La Taberna del León Rojo

  “Los diputados son como una obra del teatro de lo absurdo. Dí Germán, ¿qué ha sido lo más sobresaliente que han hecho?” Cavilo, cavilo, cavilo…  “Bueno, han realizado muchas reformas; han presentado iniciativas; se han conformado en contrapeso… no, no han sido contrapeso de nada; bueno, han hecho su trabajo, lo que les corresponde”. […]

 

“Los diputados son como una obra del teatro de lo absurdo. Dí Germán, ¿qué ha sido lo más sobresaliente que han hecho?”

Cavilo, cavilo, cavilo…  “Bueno, han realizado muchas reformas; han presentado iniciativas; se han conformado en contrapeso… no, no han sido contrapeso de nada; bueno, han hecho su trabajo, lo que les corresponde”.

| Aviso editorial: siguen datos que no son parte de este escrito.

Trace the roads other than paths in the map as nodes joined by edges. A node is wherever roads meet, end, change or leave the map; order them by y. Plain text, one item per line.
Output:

Marcelino me mira con sorna. Me pilló en la babia y lo sabe. Reformulo mis imágenes. Recién fue la última sesión de los legisladores. No recuerdo nada…

“Recuerdo que a ti te gusta el teatro. De hecho eres teatrero, en el buen sentido de la palabra. ¿Te viene a la mente, o te dice algo la obra Las sillas de Eugene Ionesco?”

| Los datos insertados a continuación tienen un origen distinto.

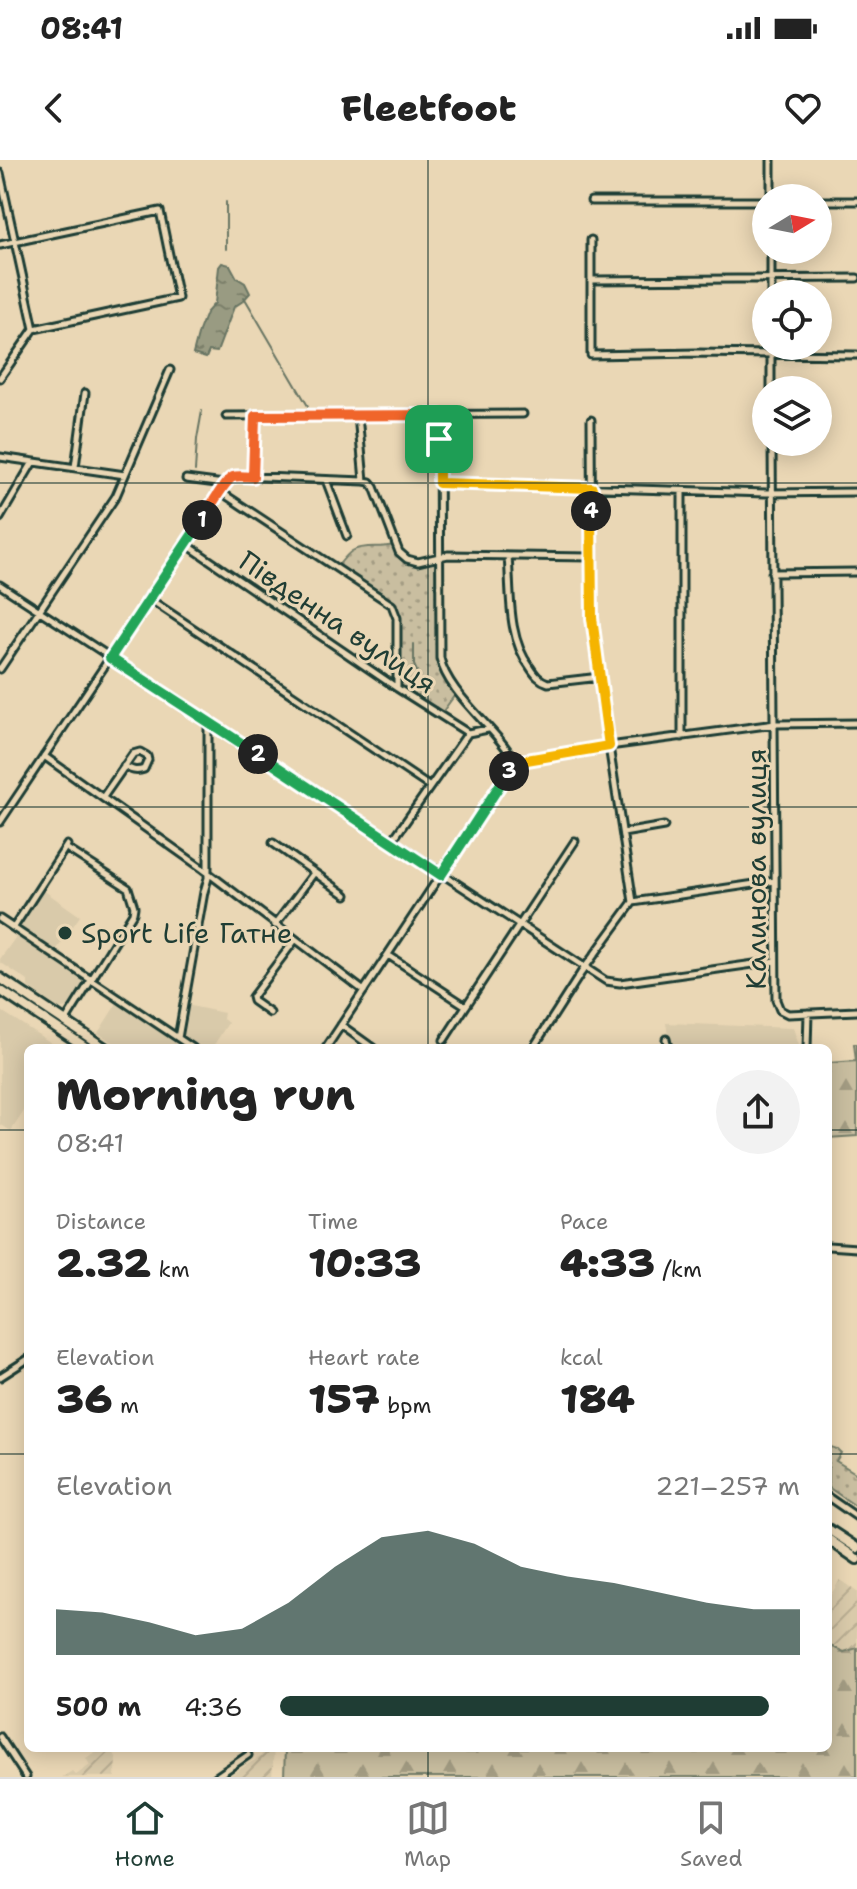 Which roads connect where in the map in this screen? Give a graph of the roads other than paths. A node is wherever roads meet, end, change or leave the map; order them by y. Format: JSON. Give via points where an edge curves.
{"nodes":[{"id":1,"x":771,"y":160,"type":"edge"},
{"id":2,"x":0,"y":173,"type":"edge"},
{"id":3,"x":769,"y":184,"type":"edge"},
{"id":4,"x":752,"y":200,"type":"edge"},
{"id":5,"x":591,"y":201,"type":"dead end"},
{"id":6,"x":832,"y":201,"type":"edge"},
{"id":7,"x":857,"y":201,"type":"edge"},
{"id":8,"x":591,"y":240,"type":"dead end"},
{"id":9,"x":15,"y":242,"type":"junction"},
{"id":10,"x":0,"y":245,"type":"edge"},
{"id":11,"x":771,"y":264,"type":"edge"},
{"id":12,"x":771,"y":278,"type":"junction"},
{"id":13,"x":857,"y":278,"type":"edge"},
{"id":14,"x":591,"y":280,"type":"junction"},
{"id":15,"x":34,"y":329,"type":"junction"},
{"id":16,"x":752,"y":354,"type":"edge"},
{"id":17,"x":832,"y":355,"type":"edge"},
{"id":18,"x":857,"y":355,"type":"edge"},
{"id":19,"x":170,"y":370,"type":"dead end"},
{"id":20,"x":0,"y":378,"type":"edge"},
{"id":21,"x":85,"y":393,"type":"dead end"},
{"id":22,"x":523,"y":414,"type":"dead end"},
{"id":23,"x":358,"y":415,"type":"junction"},
{"id":24,"x":439,"y":415,"type":"junction"},
{"id":25,"x":226,"y":416,"type":"dead end"},
{"id":26,"x":255,"y":416,"type":"junction"},
{"id":27,"x":591,"y":420,"type":"dead end"},
{"id":28,"x":772,"y":456,"type":"edge"},
{"id":29,"x":0,"y":457,"type":"edge"},
{"id":30,"x":33,"y":462,"type":"junction"},
{"id":31,"x":75,"y":467,"type":"junction"},
{"id":32,"x":125,"y":475,"type":"junction"},
{"id":33,"x":253,"y":477,"type":"junction"},
{"id":34,"x":186,"y":479,"type":"dead end"},
{"id":35,"x":326,"y":480,"type":"junction"},
{"id":36,"x":364,"y":481,"type":"junction"},
{"id":37,"x":439,"y":483,"type":"junction"},
{"id":38,"x":224,"y":484,"type":"junction"},
{"id":39,"x":592,"y":488,"type":"junction"},
{"id":40,"x":682,"y":491,"type":"junction"},
{"id":41,"x":221,"y":492,"type":"junction"},
{"id":42,"x":857,"y":492,"type":"edge"},
{"id":43,"x":773,"y":493,"type":"junction"},
{"id":44,"x":0,"y":518,"type":"edge"},
{"id":45,"x":347,"y":536,"type":"dead end"},
{"id":46,"x":186,"y":544,"type":"junction"},
{"id":47,"x":508,"y":556,"type":"junction"},
{"id":48,"x":591,"y":557,"type":"junction"},
{"id":49,"x":439,"y":558,"type":"junction"},
{"id":50,"x":857,"y":572,"type":"edge"},
{"id":51,"x":772,"y":573,"type":"junction"},
{"id":52,"x":0,"y":585,"type":"edge"},
{"id":53,"x":148,"y":598,"type":"junction"},
{"id":54,"x":39,"y":612,"type":"junction"},
{"id":55,"x":110,"y":658,"type":"junction"},
{"id":56,"x":0,"y":669,"type":"edge"},
{"id":57,"x":600,"y":677,"type":"junction"},
{"id":58,"x":397,"y":688,"type":"junction"},
{"id":59,"x":208,"y":722,"type":"junction"},
{"id":60,"x":857,"y":723,"type":"edge"},
{"id":61,"x":775,"y":724,"type":"junction"},
{"id":62,"x":488,"y":729,"type":"junction"},
{"id":63,"x":468,"y":733,"type":"junction"},
{"id":64,"x":682,"y":737,"type":"junction"},
{"id":65,"x":609,"y":746,"type":"junction"},
{"id":66,"x":44,"y":756,"type":"junction"},
{"id":67,"x":515,"y":762,"type":"junction"},
{"id":68,"x":124,"y":766,"type":"junction"},
{"id":69,"x":430,"y":787,"type":"junction"},
{"id":70,"x":103,"y":797,"type":"junction"},
{"id":71,"x":0,"y":822,"type":"edge"},
{"id":72,"x":664,"y":826,"type":"dead end"},
{"id":73,"x":623,"y":833,"type":"junction"},
{"id":74,"x":392,"y":841,"type":"junction"},
{"id":75,"x":575,"y":841,"type":"dead end"},
{"id":76,"x":273,"y":843,"type":"dead end"},
{"id":77,"x":314,"y":873,"type":"junction"},
{"id":78,"x":208,"y":874,"type":"junction"},
{"id":79,"x":441,"y":875,"type":"junction"},
{"id":80,"x":775,"y":881,"type":"junction"},
{"id":81,"x":346,"y":895,"type":"dead end"},
{"id":82,"x":633,"y":902,"type":"junction"},
{"id":83,"x":0,"y":919,"type":"edge"},
{"id":84,"x":275,"y":925,"type":"junction"},
{"id":85,"x":521,"y":926,"type":"junction"},
{"id":86,"x":14,"y":927,"type":"junction"},
{"id":87,"x":295,"y":940,"type":"junction"},
{"id":88,"x":388,"y":955,"type":"junction"},
{"id":89,"x":775,"y":961,"type":"junction"},
{"id":90,"x":585,"y":968,"type":"junction"},
{"id":91,"x":0,"y":978,"type":"edge"},
{"id":92,"x":92,"y":979,"type":"junction"},
{"id":93,"x":0,"y":990,"type":"edge"},
{"id":94,"x":364,"y":991,"type":"junction"},
{"id":95,"x":466,"y":1006,"type":"junction"},
{"id":96,"x":857,"y":1011,"type":"edge"},
{"id":97,"x":270,"y":1013,"type":"dead end"},
{"id":98,"x":808,"y":1013,"type":"junction"},
{"id":99,"x":65,"y":1022,"type":"junction"},
{"id":100,"x":341,"y":1025,"type":"junction"},
{"id":101,"x":178,"y":1038,"type":"junction"},
{"id":102,"x":666,"y":1039,"type":"dead end"},
{"id":103,"x":444,"y":1040,"type":"dead end"},
{"id":104,"x":81,"y":1044,"type":"edge"},
{"id":105,"x":99,"y":1044,"type":"edge"},
{"id":106,"x":187,"y":1044,"type":"edge"},
{"id":107,"x":329,"y":1044,"type":"edge"},
{"id":108,"x":367,"y":1044,"type":"edge"},
{"id":109,"x":536,"y":1044,"type":"edge"},
{"id":110,"x":667,"y":1044,"type":"edge"},
{"id":111,"x":807,"y":1044,"type":"edge"},
{"id":112,"x":832,"y":1246,"type":"edge"},
{"id":113,"x":857,"y":1248,"type":"edge"},
{"id":114,"x":24,"y":1362,"type":"edge"},
{"id":115,"x":0,"y":1377,"type":"edge"},
{"id":116,"x":832,"y":1500,"type":"edge"},
{"id":117,"x":857,"y":1517,"type":"edge"},
{"id":118,"x":832,"y":1532,"type":"edge"},
{"id":119,"x":832,"y":1542,"type":"edge"},
{"id":120,"x":857,"y":1548,"type":"edge"},
{"id":121,"x":857,"y":1559,"type":"edge"},
{"id":122,"x":0,"y":1737,"type":"edge"},
{"id":123,"x":248,"y":1755,"type":"dead end"},
{"id":124,"x":26,"y":1777,"type":"edge"},
{"id":125,"x":216,"y":1777,"type":"edge"}],
"edges":[{"from":1,"to":3,"type":"street"},
{"from":2,"to":9,"type":"street"},
{"from":4,"to":5,"type":"street"},
{"from":6,"to":7,"type":"street"},
{"from":8,"to":14,"type":"street"},
{"from":9,"to":10,"type":"street"},
{"from":9,"to":15,"type":"street"},
{"from":9,"to":15,"type":"street","via":[[160,211],[178,298]]},
{"from":11,"to":12,"type":"street"},
{"from":12,"to":13,"type":"street"},
{"from":12,"to":14,"type":"street"},
{"from":14,"to":16,"type":"street","via":[[591,355]]},
{"from":15,"to":20,"type":"street"},
{"from":17,"to":18,"type":"street"},
{"from":19,"to":32,"type":"street"},
{"from":21,"to":31,"type":"street"},
{"from":22,"to":24,"type":"street"},
{"from":23,"to":24,"type":"street"},
{"from":23,"to":26,"type":"street"},
{"from":23,"to":36,"type":"street"},
{"from":24,"to":37,"type":"street"},
{"from":25,"to":26,"type":"street"},
{"from":26,"to":33,"type":"street"},
{"from":27,"to":39,"type":"street"},
{"from":28,"to":43,"type":"street","name":"Калинова вулиця"},
{"from":29,"to":30,"type":"street"},
{"from":30,"to":31,"type":"street"},
{"from":30,"to":44,"type":"street"},
{"from":31,"to":32,"type":"street"},
{"from":32,"to":54,"type":"street"},
{"from":33,"to":35,"type":"street"},
{"from":33,"to":38,"type":"street","via":[[233,477]]},
{"from":34,"to":38,"type":"street"},
{"from":35,"to":36,"type":"street"},
{"from":35,"to":45,"type":"street"},
{"from":36,"to":49,"type":"street","via":[[374,487],[399,552],[418,562]]},
{"from":37,"to":39,"type":"street"},
{"from":37,"to":49,"type":"street"},
{"from":38,"to":41,"type":"street"},
{"from":39,"to":40,"type":"street"},
{"from":39,"to":48,"type":"street"},
{"from":40,"to":43,"type":"street"},
{"from":40,"to":64,"type":"street"},
{"from":41,"to":46,"type":"street"},
{"from":41,"to":58,"type":"street","via":[[392,605],[397,618]]},
{"from":42,"to":43,"type":"street"},
{"from":43,"to":51,"type":"street","name":"Калинова вулиця"},
{"from":46,"to":53,"type":"street"},
{"from":46,"to":58,"type":"street","name":"Південна вулиця"},
{"from":47,"to":48,"type":"street"},
{"from":47,"to":49,"type":"street"},
{"from":47,"to":57,"type":"street","via":[[515,636],[531,670],[548,683]]},
{"from":48,"to":57,"type":"street"},
{"from":49,"to":62,"type":"street","via":[[442,667]]},
{"from":50,"to":51,"type":"street"},
{"from":51,"to":61,"type":"street","name":"Калинова вулиця"},
{"from":52,"to":54,"type":"street"},
{"from":53,"to":55,"type":"street"},
{"from":53,"to":69,"type":"street"},
{"from":54,"to":55,"type":"street"},
{"from":54,"to":56,"type":"street"},
{"from":55,"to":59,"type":"street"},
{"from":55,"to":66,"type":"street"},
{"from":57,"to":65,"type":"street"},
{"from":58,"to":63,"type":"street","name":"Південна вулиця"},
{"from":59,"to":74,"type":"street"},
{"from":59,"to":78,"type":"street"},
{"from":60,"to":61,"type":"street"},
{"from":61,"to":64,"type":"street"},
{"from":61,"to":80,"type":"street","name":"Калинова вулиця"},
{"from":62,"to":63,"type":"street"},
{"from":62,"to":67,"type":"street"},
{"from":63,"to":69,"type":"street"},
{"from":64,"to":65,"type":"street"},
{"from":65,"to":67,"type":"street"},
{"from":65,"to":73,"type":"street"},
{"from":66,"to":70,"type":"street"},
{"from":66,"to":71,"type":"street"},
{"from":67,"to":79,"type":"street"},
{"from":68,"to":68,"type":"street","via":[[137,752],[147,756],[144,769]]},
{"from":68,"to":70,"type":"street"},
{"from":69,"to":74,"type":"street"},
{"from":70,"to":78,"type":"street"},
{"from":72,"to":73,"type":"street"},
{"from":73,"to":82,"type":"street"},
{"from":74,"to":79,"type":"street"},
{"from":75,"to":85,"type":"street"},
{"from":76,"to":77,"type":"street"},
{"from":77,"to":81,"type":"street"},
{"from":77,"to":84,"type":"street"},
{"from":78,"to":84,"type":"street"},
{"from":78,"to":101,"type":"street"},
{"from":79,"to":85,"type":"street"},
{"from":79,"to":88,"type":"street"},
{"from":80,"to":82,"type":"street"},
{"from":80,"to":89,"type":"street","name":"Калинова вулиця"},
{"from":82,"to":90,"type":"street"},
{"from":83,"to":86,"type":"street"},
{"from":84,"to":87,"type":"street"},
{"from":85,"to":90,"type":"street"},
{"from":85,"to":95,"type":"street"},
{"from":86,"to":92,"type":"street"},
{"from":86,"to":92,"type":"street","via":[[68,847],[128,888],[134,907]]},
{"from":87,"to":94,"type":"street"},
{"from":87,"to":97,"type":"street","via":[[252,997]]},
{"from":88,"to":94,"type":"street"},
{"from":88,"to":95,"type":"street"},
{"from":89,"to":90,"type":"street","via":[[620,983]]},
{"from":89,"to":98,"type":"street","name":"Калинова вулиця","via":[[776,1000],[782,1012]]},
{"from":90,"to":109,"type":"street"},
{"from":91,"to":99,"type":"highway"},
{"from":92,"to":99,"type":"street"},
{"from":92,"to":101,"type":"street"},
{"from":93,"to":104,"type":"highway"},
{"from":94,"to":100,"type":"street"},
{"from":95,"to":103,"type":"street"},
{"from":96,"to":98,"type":"street"},
{"from":98,"to":111,"type":"street"},
{"from":99,"to":105,"type":"highway"},
{"from":100,"to":107,"type":"street"},
{"from":100,"to":108,"type":"street"},
{"from":101,"to":106,"type":"street"},
{"from":102,"to":110,"type":"street"},
{"from":112,"to":113,"type":"street"},
{"from":114,"to":115,"type":"street"},
{"from":116,"to":117,"type":"street"},
{"from":118,"to":120,"type":"highway"},
{"from":119,"to":121,"type":"highway"},
{"from":122,"to":124,"type":"street"},
{"from":123,"to":125,"type":"street"}]}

Vagamente, ha tiempo que de teatro no tengo mayor referencia. Miro a mi mofletudo amigo y ello es señal para que continúe con su paparruchada.

“Quiero hacer una reflexión política que me sugiere la obra. Y es que en las Cámaras de Diputados, como en Ionesco, sobran sillas. Ellos, los levanta-dedos millonarios, las llaman escaños, pero a final de cuentas son sillas, sillas de un tono verde oscuro, pero sillas a final de cuentas. Tú has visto la forma en que una sesión la convierten en un sarao, donde vale pito lo que diga el de la tribuna si el refocilamiento esta entre las sillas. Todos hablan y nadie escucha. Hay demasiadas sillas de por medio entre los representantes del pueblo y el pueblo, entre esos que hablan de defender sin atender las quejas de los que dicen defender. La distancia, la barrera terca de las sillas, crean angustia, soledad y claustrofobia, algo parecido a lo que pega a los personajes de Ionesco. Si bien pareciera que las sillas están ahí para cumplir la función de estorbar o para que los diputados no lleguen a las manos, en realidad son escaños y como tales se apodera del diputado y le tiene sujeto hasta que diga el jefe”.

Recuerdo la obra. Las sillas, los dos ancianos aislados en una torre situada al interior de una isla. Sí, los viejos que organizan una gran recepción a la que invitaron a gente imaginaria, personalidades de toda especie, entre las cuales figura el propio Emperador para justificar una larga existencia de fracasos y humillaciones. Pero, ¿cuál es el papel del diputado? ¿Serán los viejos vacíos y cansinos o el orador?

Marcelino me mira atento. “No te quiebres la cabeza, Germán. El símil es simple: el pueblo son los viejos y el orador los diputados. Ellos – bien lo sabes – dan al orador el cuidado de transmitir el gran mensaje destinado a salvar a la humanidad para, después, arrojarse por la ventana… el problema radica en que el orador es sordomudo”.

Orador incomunicante, fiesta muerta, multitud invisible. Las sillas, vida sinsentido, actualidad, realidad. Marcelino me confunde… ¿o estará confundido todo el pueblo?